Now We're Getting Somewhere

Several weeks ago, a post here on TXI Transportation v. Hughes (pdf) made mention of the fact that a majority of our current Supreme Court of Texas would not have had opportunity to serve at the time of that court's 1889 opinion, Moss v. Sanger, condemning appeals to racial animus in arguments to the jury.

Something just as cool happened this week.  John Council of the Texas Lawyer Blog noted:

. . . Texas Supreme Court Chief Justice Wallace Jefferson was traveling yesterday and could not be at oral arguments. So, by tradition, the most senior justice on the court took his spot in presiding over the first case on the docket. Since Justice Nathan Hecht, the high court’s longest- serving justice, recused himself from hearing TGS- NOPEC Geophysical Co. v. Susan Combs, et al., the job of presiding over the court fell to the next most senior justice, Harriet O’Neill. O’Neill says she didn’t realize it at the time, but it was a historic moment. A woman has not presided over the Texas Supreme Court since 1925, when Gov. Pat Neff appointed an all-woman court. . . .

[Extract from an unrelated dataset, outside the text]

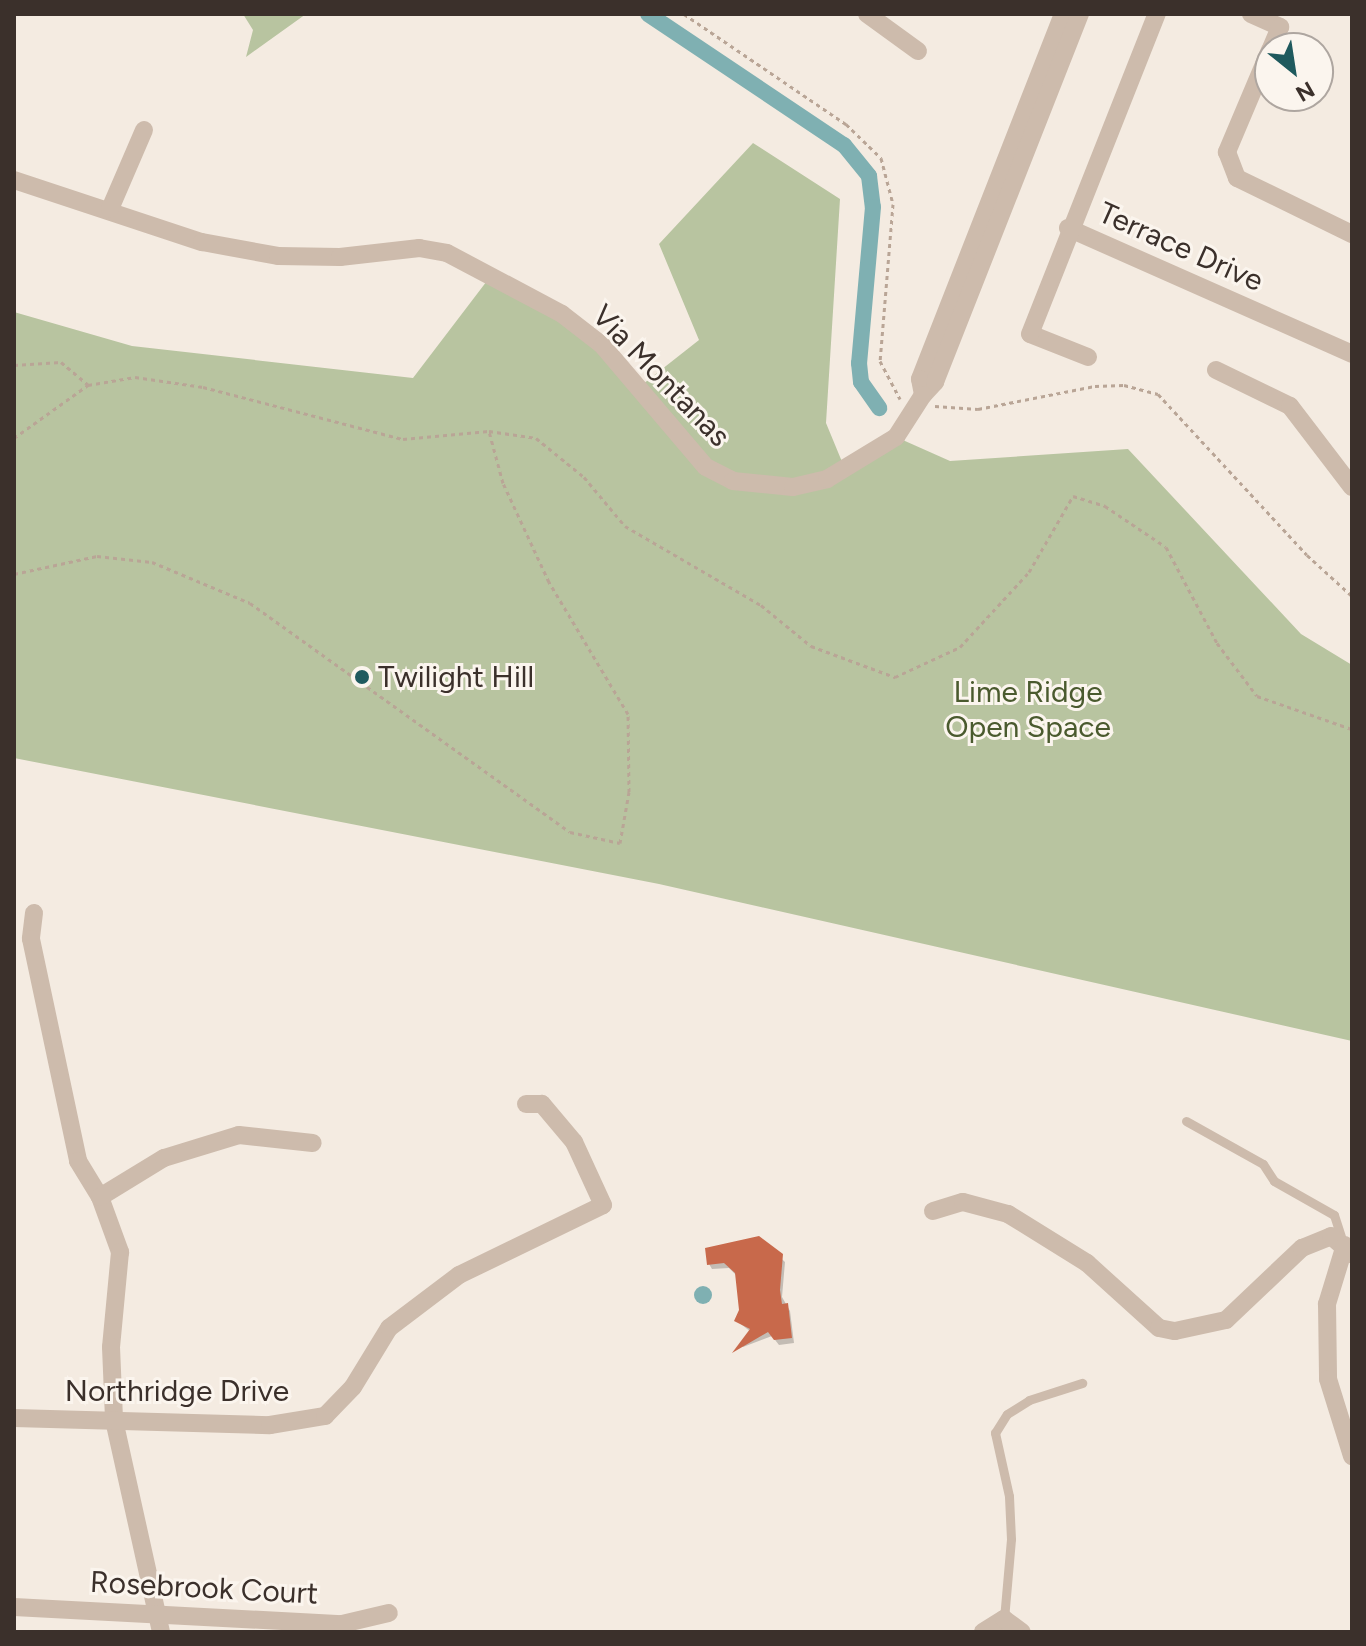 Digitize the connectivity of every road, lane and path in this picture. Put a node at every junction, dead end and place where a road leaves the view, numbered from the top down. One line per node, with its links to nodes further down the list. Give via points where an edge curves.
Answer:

But the really really cool part is that it happened as a matter of course and nobody noticed until after the fact.  Justice Harriet O'Neill just happened to be the senior justice on duty, and she just did her job, as she has been doing since 1999.  John Council quotes Justice O'Neill:

Isn’t that amazing? I didn’t even think about it,” . . . .

Now we're getting somewhere--when the "right thing" that used to be so hard to do or so exceptional or so controversial becomes so accepted that it happens without a thought.  Nice.